[Task data]
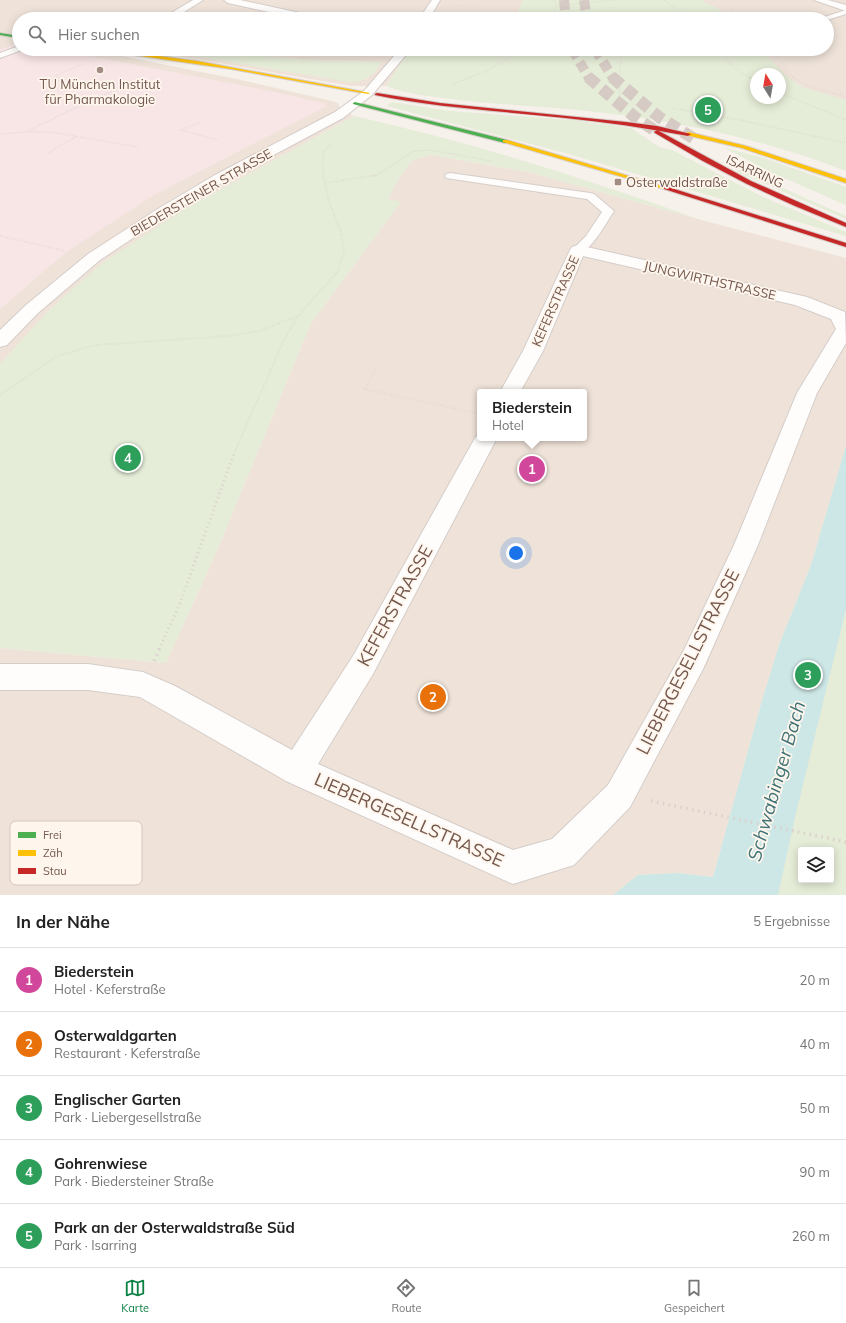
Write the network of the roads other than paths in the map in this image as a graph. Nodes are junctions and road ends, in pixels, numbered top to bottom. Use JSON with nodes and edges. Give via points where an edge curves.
{"nodes":[{"id":1,"x":199,"y":0,"type":"edge"},
{"id":2,"x":228,"y":0,"type":"edge"},
{"id":3,"x":436,"y":0,"type":"edge"},
{"id":4,"x":818,"y":0,"type":"edge"},
{"id":5,"x":846,"y":8,"type":"edge"},
{"id":6,"x":178,"y":12,"type":"edge"},
{"id":7,"x":282,"y":12,"type":"edge"},
{"id":8,"x":428,"y":12,"type":"edge"},
{"id":9,"x":846,"y":12,"type":"edge"},
{"id":10,"x":834,"y":16,"type":"edge"},
{"id":11,"x":846,"y":17,"type":"edge"},
{"id":12,"x":838,"y":22,"type":"dead end"},
{"id":13,"x":0,"y":34,"type":"edge"},
{"id":14,"x":12,"y":36,"type":"edge"},
{"id":15,"x":12,"y":51,"type":"edge"},
{"id":16,"x":0,"y":56,"type":"edge"},
{"id":17,"x":130,"y":56,"type":"edge"},
{"id":18,"x":159,"y":56,"type":"edge"},
{"id":19,"x":400,"y":56,"type":"edge"},
{"id":20,"x":286,"y":88,"type":"dead end"},
{"id":21,"x":368,"y":93,"type":"junction"},
{"id":22,"x":349,"y":101,"type":"junction"},
{"id":23,"x":656,"y":132,"type":"tunnel mouth"},
{"id":24,"x":696,"y":140,"type":"tunnel mouth"},
{"id":25,"x":717,"y":152,"type":"dead end"},
{"id":26,"x":450,"y":176,"type":"dead end"},
{"id":27,"x":846,"y":181,"type":"edge"},
{"id":28,"x":846,"y":225,"type":"edge"},
{"id":29,"x":846,"y":244,"type":"edge"},
{"id":30,"x":578,"y":250,"type":"junction"},
{"id":31,"x":839,"y":316,"type":"joint"},
{"id":32,"x":0,"y":341,"type":"edge"},
{"id":33,"x":512,"y":389,"type":"edge"},
{"id":34,"x":484,"y":441,"type":"edge"},
{"id":35,"x":0,"y":677,"type":"edge"},
{"id":36,"x":297,"y":770,"type":"junction"}],
"edges":[{"from":1,"to":6,"type":"street"},
{"from":2,"to":7,"type":"street"},
{"from":3,"to":8,"type":"street"},
{"from":4,"to":5,"type":"street"},
{"from":9,"to":10,"type":"lane"},
{"from":11,"to":12,"type":"lane"},
{"from":13,"to":14,"type":"main road"},
{"from":15,"to":16,"type":"lane"},
{"from":17,"to":20,"type":"main road"},
{"from":18,"to":21,"type":"main road"},
{"from":19,"to":21,"type":"street","name":"BIEDERSTEINER STRASSE"},
{"from":21,"to":22,"type":"street","name":"BIEDERSTEINER STRASSE"},
{"from":21,"to":27,"type":"main road","via":[[440,104],[656,127],[744,147]]},
{"from":22,"to":29,"type":"main road","via":[[548,153]]},
{"from":22,"to":32,"type":"street","name":"BIEDERSTEINER STRASSE","via":[[338,115],[220,178],[94,257],[32,308]]},
{"from":23,"to":28,"type":"main road","name":"ISARRING","via":[[726,172]]},
{"from":24,"to":25,"type":"main road","name":"ISARRING"},
{"from":26,"to":30,"type":"lane","name":"KEFERSTRASSE","via":[[590,196],[608,211],[590,238]]},
{"from":30,"to":31,"type":"street","name":"JUNGWIRTHSTRASSE","via":[[801,301]]},
{"from":30,"to":33,"type":"street","name":"KEFERSTRASSE","via":[[532,351]]},
{"from":31,"to":36,"type":"street","name":"LIEBERGESELLSTRASSE","via":[[845,329],[807,393],[746,545],[694,658],[619,796],[562,853],[513,867]]},
{"from":34,"to":36,"type":"street","name":"KEFERSTRASSE","via":[[363,665]]},
{"from":35,"to":36,"type":"street","name":"LIEBERGESELLSTRASSE","via":[[88,677],[143,685]]}]}
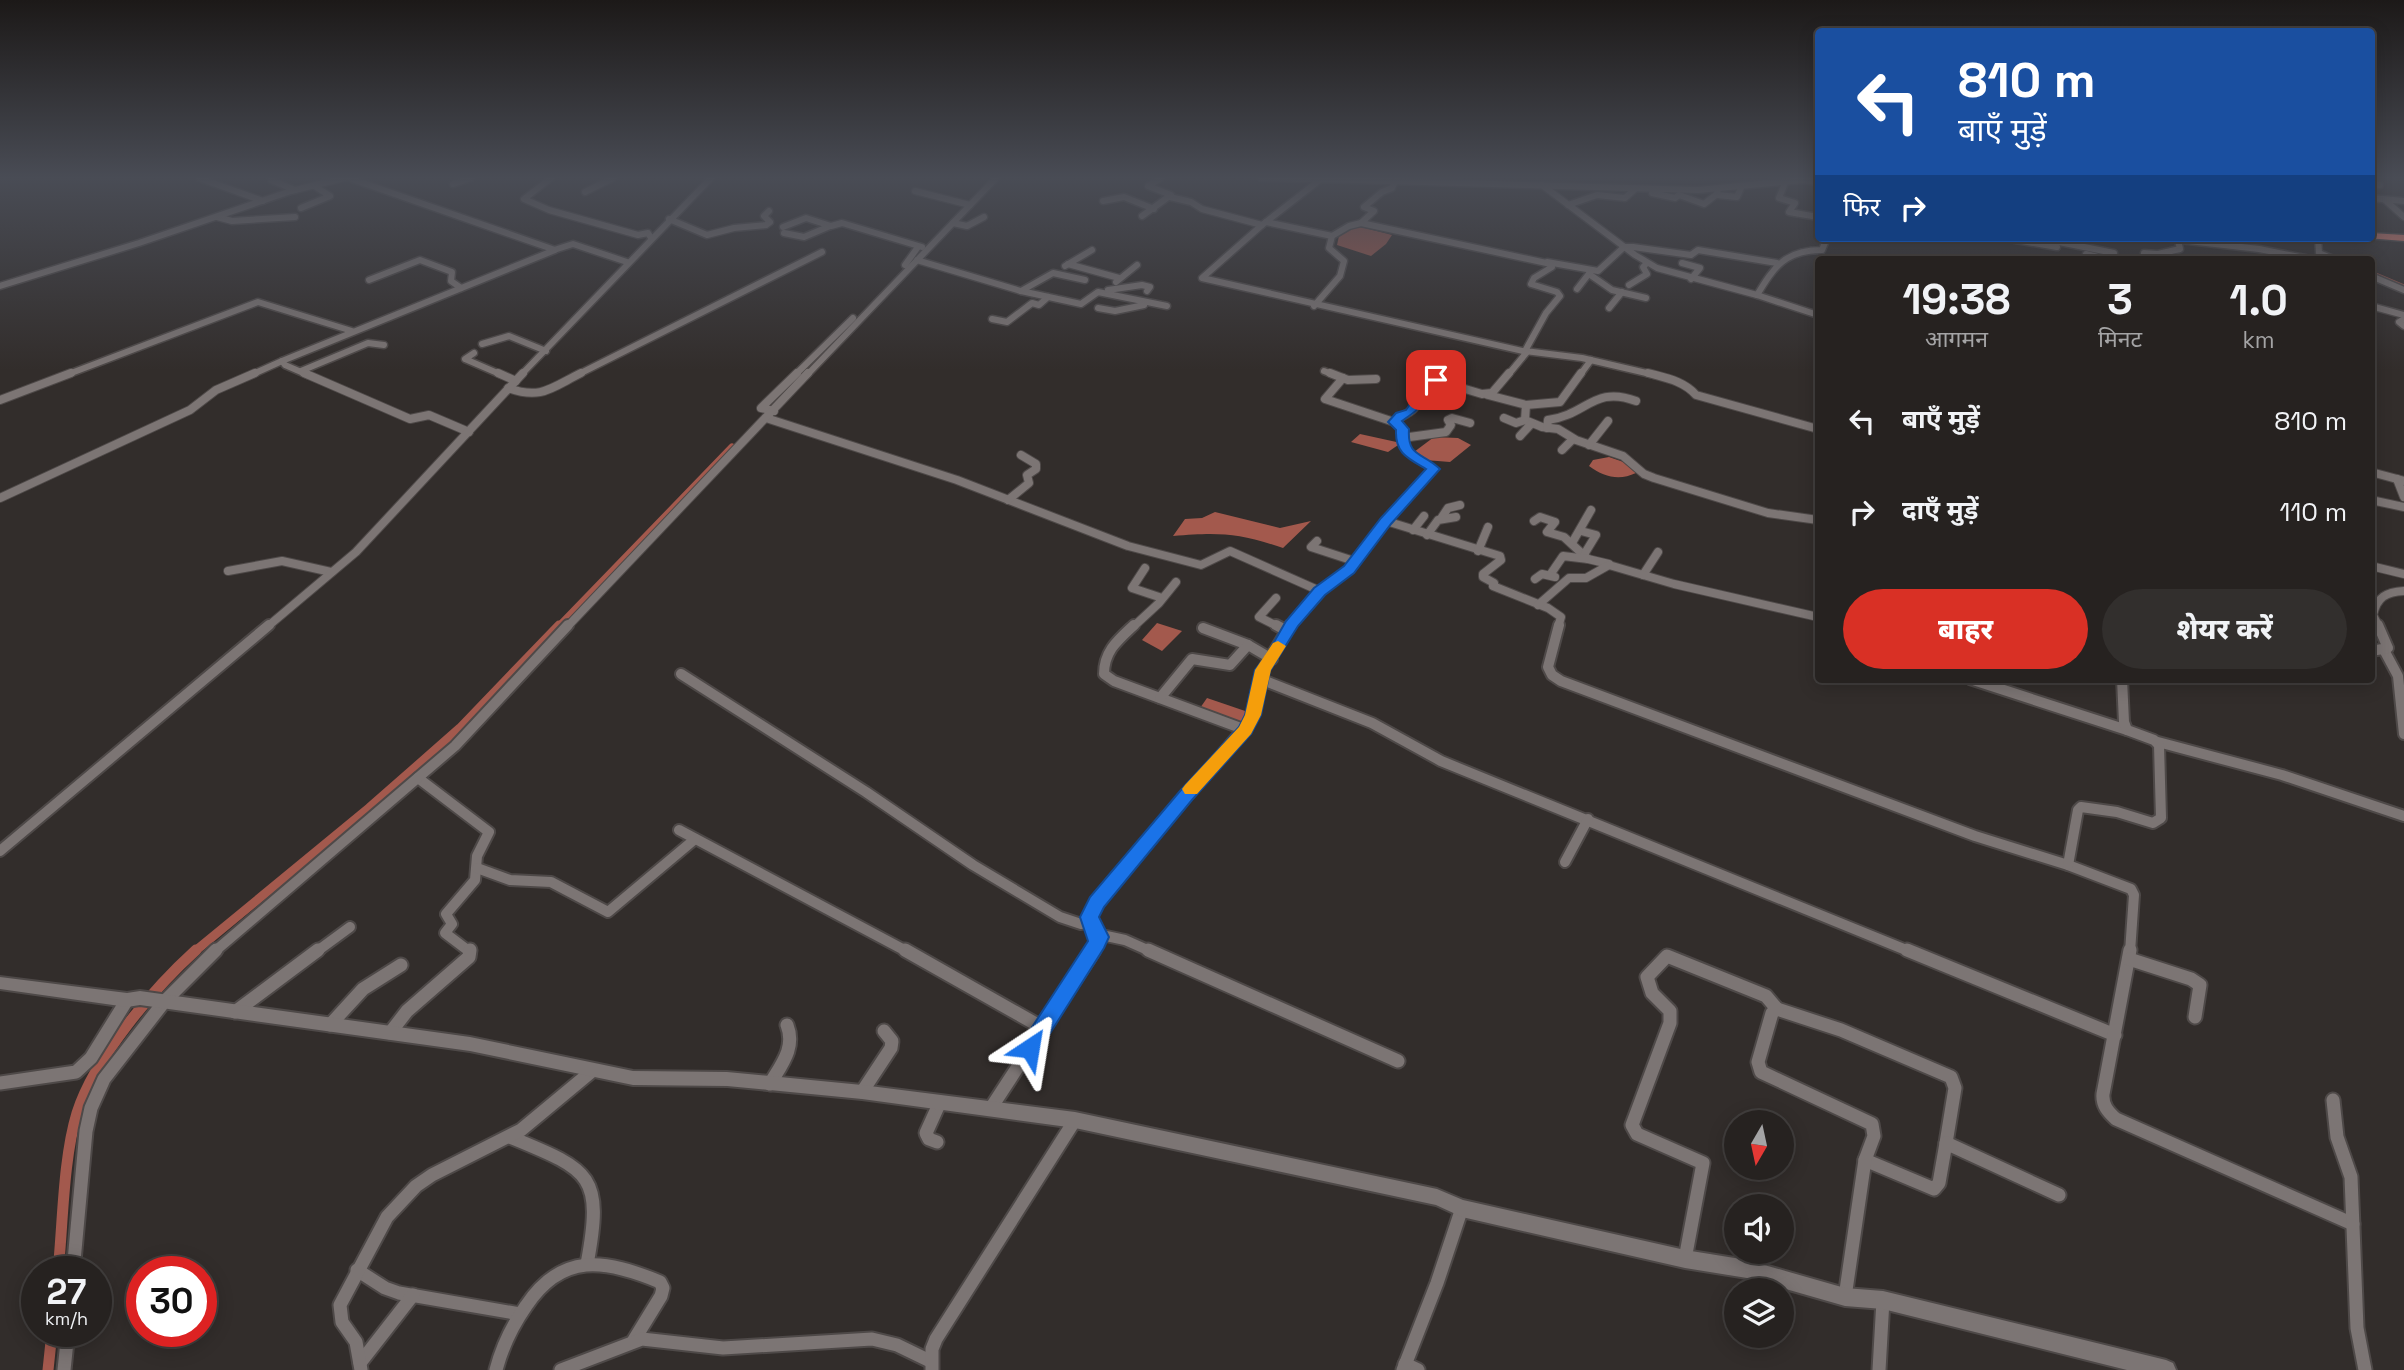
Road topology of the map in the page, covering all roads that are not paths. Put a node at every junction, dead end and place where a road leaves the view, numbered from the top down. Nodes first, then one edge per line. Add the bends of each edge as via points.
1 (139, 242) edge
2 (531, 242) edge
3 (646, 242) edge
4 (904, 242) edge
5 (930, 242) edge
6 (1243, 242) edge
7 (1331, 242) edge
8 (1448, 242) edge
9 (1617, 242) edge
10 (1825, 242) edge
11 (2055, 242) edge
12 (2178, 242) edge
13 (2196, 242) edge
14 (2318, 242) edge
15 (1725, 245) dead end
16 (1624, 247) junction
17 (923, 248) junction
18 (554, 250) junction
19 (1092, 250) dead end
20 (822, 253) dead end
21 (2114, 253) dead end
22 (2144, 253) dead end
23 (1720, 255) junction
24 (2097, 256) edge
25 (2295, 256) edge
26 (2325, 256) edge
27 (917, 260) junction
28 (627, 262) junction
29 (1682, 263) dead end
30 (1777, 263) junction
31 (1068, 264) junction
32 (1549, 264) junction
33 (1647, 264) junction
34 (1137, 265) dead end
35 (1575, 272) dead end
36 (1590, 272) junction
37 (1053, 273) junction
38 (1727, 275) dead end
39 (1119, 278) junction
40 (2375, 278) edge
41 (1691, 279) junction
42 (369, 280) dead end
43 (1085, 280) dead end
44 (1629, 285) dead end
45 (0, 286) edge
46 (1721, 286) junction
47 (461, 288) junction
48 (1577, 289) dead end
49 (2404, 289) edge
50 (1021, 291) junction
51 (1104, 291) junction
52 (1147, 291) dead end
53 (1622, 292) junction
54 (1757, 295) junction
55 (1048, 297) junction
56 (1646, 298) dead end
57 (1155, 303) junction
58 (1167, 306) dead end
59 (1314, 306) junction
60 (2375, 307) edge
61 (1098, 308) dead end
62 (1609, 308) dead end
63 (1815, 314) edge
64 (2404, 317) edge
65 (992, 319) dead end
66 (2404, 326) edge
67 (350, 332) junction
68 (482, 344) dead end
69 (546, 351) junction
70 (1525, 351) junction
71 (474, 353) dead end
72 (1591, 360) junction
73 (282, 361) junction
74 (301, 371) junction
75 (1324, 371) dead end
76 (1343, 378) junction
77 (1376, 379) dead end
78 (512, 385) junction
79 (1488, 395) junction
80 (0, 400) edge
81 (1636, 401) dead end
82 (1525, 405) junction
83 (768, 412) junction
84 (1504, 418) dead end
85 (1608, 421) dead end
86 (1394, 422) junction
87 (1528, 422) junction
88 (1469, 423) dead end
89 (1546, 428) junction
90 (1815, 428) edge
91 (469, 432) junction
92 (1520, 436) dead end
93 (1402, 438) junction
94 (1573, 439) junction
95 (1589, 445) junction
96 (1562, 450) dead end
97 (1021, 455) dead end
98 (2375, 473) edge
99 (2400, 480) edge
100 (2404, 497) edge
101 (0, 498) edge
102 (1008, 500) junction
103 (2375, 501) edge
104 (1460, 505) dead end
105 (2404, 507) edge
106 (1591, 510) dead end
107 (1424, 516) dead end
108 (1443, 517) junction
109 (1455, 517) dead end
110 (1815, 520) edge
111 (1386, 521) junction
112 (1534, 521) dead end
113 (1488, 527) dead end
114 (1413, 530) junction
115 (1581, 531) junction
116 (1427, 535) junction
117 (1317, 541) dead end
118 (1573, 543) junction
119 (1478, 551) junction
120 (1658, 552) dead end
121 (1586, 556) junction
122 (1354, 561) junction
123 (1609, 565) junction
124 (2375, 567) edge
125 (1145, 568) dead end
126 (228, 571) dead end
127 (331, 572) junction
128 (2404, 574) edge
129 (1550, 575) junction
130 (1643, 575) junction
131 (1535, 579) dead end
132 (1566, 580) junction
133 (1176, 582) dead end
134 (1320, 591) junction
135 (2404, 591) edge
136 (1162, 598) junction
137 (1276, 598) dead end
138 (1538, 606) junction
139 (2375, 608) edge
140 (1815, 616) edge
141 (2375, 616) edge
142 (1203, 628) dead end
143 (1287, 631) junction
144 (1248, 645) junction
145 (2384, 650) junction
146 (2375, 651) edge
147 (1272, 659) junction
148 (681, 674) dead end
149 (1260, 679) junction
150 (1982, 683) edge
151 (2122, 683) edge
152 (1160, 698) junction
153 (1245, 730) junction
154 (2127, 730) junction
155 (2404, 734) edge
156 (2158, 742) junction
157 (418, 778) junction
158 (2404, 816) edge
159 (1588, 819) junction
160 (679, 830) dead end
161 (695, 839) junction
162 (0, 851) edge
163 (1564, 862) dead end
164 (2068, 864) junction
165 (477, 868) junction
166 (350, 928) dead end
167 (1094, 928) junction
168 (2129, 959) junction
169 (401, 964) dead end
170 (0, 983) edge
171 (146, 1000) junction
172 (1777, 1009) junction
173 (234, 1012) junction
174 (2195, 1017) dead end
175 (330, 1025) junction
176 (787, 1025) dead end
177 (1043, 1028) junction
178 (884, 1031) dead end
179 (390, 1033) junction
180 (2115, 1035) junction
181 (1398, 1061) dead end
182 (592, 1071) junction
183 (0, 1083) edge
184 (770, 1084) junction
185 (862, 1092) junction
186 (2333, 1100) dead end
187 (940, 1102) junction
188 (991, 1108) junction
189 (1075, 1120) junction
190 (510, 1137) junction
191 (937, 1142) dead end
192 (1946, 1143) junction
193 (1865, 1160) junction
194 (2059, 1195) dead end
195 (1462, 1209) junction
196 (2353, 1224) junction
197 (74, 1256) edge
198 (1685, 1259) junction
199 (587, 1264) junction
200 (357, 1270) junction
201 (413, 1295) junction
202 (1845, 1297) junction
203 (1883, 1300) junction
204 (520, 1314) junction
205 (634, 1340) junction
206 (66, 1347) edge
207 (931, 1366) edge
208 (361, 1367) edge
209 (1409, 1368) edge
210 (64, 1370) edge
211 (496, 1370) edge
212 (561, 1370) edge
213 (1879, 1370) edge
214 (2166, 1370) edge
215 (2365, 1370) edge

1 - 45 street
2 - 18 street
3 - 28 street
4 - 17 street
5 - 17 street
6 - 59 street via 1202,278
7 - 59 street via 1329,248 1344,261 1343,271
8 - 32 street
9 - 16 street
10 - 30 street via 1822,250
11 - 21 street
11 - 24 street
12 - 22 street via 2180,249
13 - 25 street
14 - 26 street via 2320,254
15 - 23 street
16 - 23 street
16 - 33 street
16 - 36 street via 1602,270
17 - 27 street
17 - 83 street via 761,407
18 - 28 street via 573,244
18 - 47 street
19 - 31 street
20 - 78 street via 539,394 527,395
23 - 30 street
27 - 50 street
27 - 83 street
28 - 69 street
29 - 41 street via 1700,268
30 - 54 street
31 - 37 street
31 - 39 street
32 - 35 street
32 - 36 street
32 - 70 street via 1531,284 1560,296
33 - 41 street
33 - 44 street via 1645,277
34 - 39 street
36 - 48 street
36 - 53 street via 1599,283
37 - 43 street
37 - 50 street
38 - 46 street
39 - 51 street
40 - 49 street
41 - 46 street
42 - 47 street via 422,260 452,272 451,281
46 - 54 street
47 - 67 street
50 - 55 street
51 - 52 street via 1142,285 1150,288
51 - 55 street via 1081,304
51 - 57 street
53 - 56 street
53 - 62 street
54 - 63 street
55 - 65 street via 1007,322
57 - 58 street
57 - 61 street via 1117,311
59 - 70 street
60 - 64 street
64 - 66 street via 2399,322
67 - 73 street
67 - 74 street via 367,341 382,342 368,343
67 - 80 street via 258,302
68 - 69 street via 506,335
69 - 78 street
70 - 72 street
70 - 79 street via 1519,364
71 - 78 street via 465,359
72 - 82 street via 1560,402
72 - 90 street
73 - 74 street
73 - 101 street via 216,390 190,410 144,433
74 - 91 street via 410,419 429,415
75 - 76 street
76 - 77 street
76 - 86 street via 1324,398
78 - 91 street
79 - 82 street
79 - 86 street via 1436,380 1419,388 1411,413
81 - 89 street via 1605,395 1578,413 1548,420
82 - 87 street
83 - 102 street
83 - 157 street via 485,716
84 - 87 street
85 - 95 street
86 - 93 street via 1401,425
87 - 89 street
87 - 92 street
88 - 93 street via 1452,418 1446,432
89 - 94 street
91 - 127 street via 402,506
93 - 111 street via 1406,452 1433,469
94 - 95 street
94 - 96 street
95 - 110 street via 1629,459 1654,478 1768,513
97 - 102 street via 1036,464 1036,469 1027,475 1029,483
98 - 99 street
99 - 100 street
102 - 134 street via 1128,546 1189,563 1201,565 1230,551
103 - 105 street
104 - 108 street via 1448,508
106 - 115 street
107 - 114 street
108 - 109 street
108 - 116 street via 1434,521
111 - 114 street
111 - 122 street
112 - 118 street via 1539,517 1555,522 1547,532
113 - 119 street
114 - 116 street
115 - 118 street
115 - 121 street via 1596,535
116 - 119 street
117 - 122 street via 1311,547
118 - 121 street
119 - 138 street via 1502,558 1483,577
120 - 130 street
121 - 123 street
121 - 129 street via 1563,555
122 - 134 street
123 - 130 street
123 - 132 street via 1586,578
124 - 128 street
125 - 136 street via 1132,588
126 - 127 street via 245,571 269,562 303,562
127 - 162 street
129 - 131 street
129 - 132 street
130 - 140 street
132 - 138 street
133 - 136 street
134 - 143 street
135 - 139 street via 2384,593
136 - 152 street via 1113,645 1103,670 1107,678
137 - 143 street via 1259,617
138 - 164 street via 1561,617 1548,667 1561,681 1975,836
141 - 145 street via 2388,645
142 - 144 street
143 - 147 street
144 - 147 street
144 - 152 street via 1230,665 1194,658
145 - 146 street
145 - 155 street via 2398,676
147 - 149 street
148 - 167 street via 995,879 1060,917
149 - 153 street
149 - 159 street via 1371,723 1441,761
150 - 154 street
151 - 154 street
152 - 153 street
153 - 167 street via 1097,903 1090,917
154 - 156 street
156 - 158 street via 2282,775
156 - 164 street via 2161,818 2158,822 2081,807
157 - 165 street via 489,832 478,852
157 - 171 street via 199,965
159 - 163 street
159 - 180 street
160 - 161 street
161 - 165 street via 608,912 551,882 510,880
161 - 177 street
164 - 168 street via 2133,892
165 - 179 street via 475,880 446,914 452,924 445,933 470,950 469,957 407,1011
166 - 173 street
167 - 177 street via 1099,937 1095,949
167 - 181 street
168 - 174 street via 2200,985
168 - 180 street
169 - 175 street via 363,989
170 - 171 street
171 - 173 street
171 - 183 street via 76,1072
171 - 197 street via 91,1108
172 - 192 street via 1841,1030 1951,1077 1955,1088
172 - 193 street via 1772,1013 1758,1067 1768,1076 1872,1124 1874,1136
172 - 198 street via 1756,991 1667,956 1647,977 1652,993 1672,1017 1632,1125 1637,1134 1703,1163
173 - 175 street
175 - 179 street
176 - 184 street via 792,1045
177 - 188 street
178 - 185 street via 891,1048
179 - 182 street via 484,1047
180 - 196 street via 2102,1102 2116,1119
182 - 184 street via 647,1079
182 - 190 street
184 - 185 street
185 - 187 street
186 - 196 street via 2337,1137 2351,1177
187 - 188 street
187 - 191 street via 926,1133
188 - 189 street
189 - 195 street via 1437,1197
189 - 207 street via 936,1339
190 - 199 street via 570,1161 589,1180 596,1208
190 - 200 street via 416,1186 379,1228
192 - 193 street via 1934,1189
192 - 194 street
193 - 202 street
195 - 198 street
195 - 209 street
196 - 215 street via 2357,1328
198 - 202 street via 1747,1269
199 - 204 street via 557,1271 541,1284
199 - 205 street via 605,1264 660,1282 661,1296
200 - 201 street via 386,1288
200 - 208 street via 339,1313 356,1342
201 - 204 street
201 - 208 street
202 - 203 street
203 - 213 street
203 - 214 street
204 - 211 street
205 - 207 street via 736,1348 872,1339 897,1345
205 - 212 street
206 - 210 street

[Activity]
Copy every line of the listing that includes the string "KEFERSTRASSE".

[Solution for this exercise]
{"from":26,"to":30,"type":"lane","name":"KEFERSTRASSE","via":[[590,196],[608,211],[590,238]]},
{"from":30,"to":33,"type":"street","name":"KEFERSTRASSE","via":[[532,351]]},
{"from":34,"to":36,"type":"street","name":"KEFERSTRASSE","via":[[363,665]]},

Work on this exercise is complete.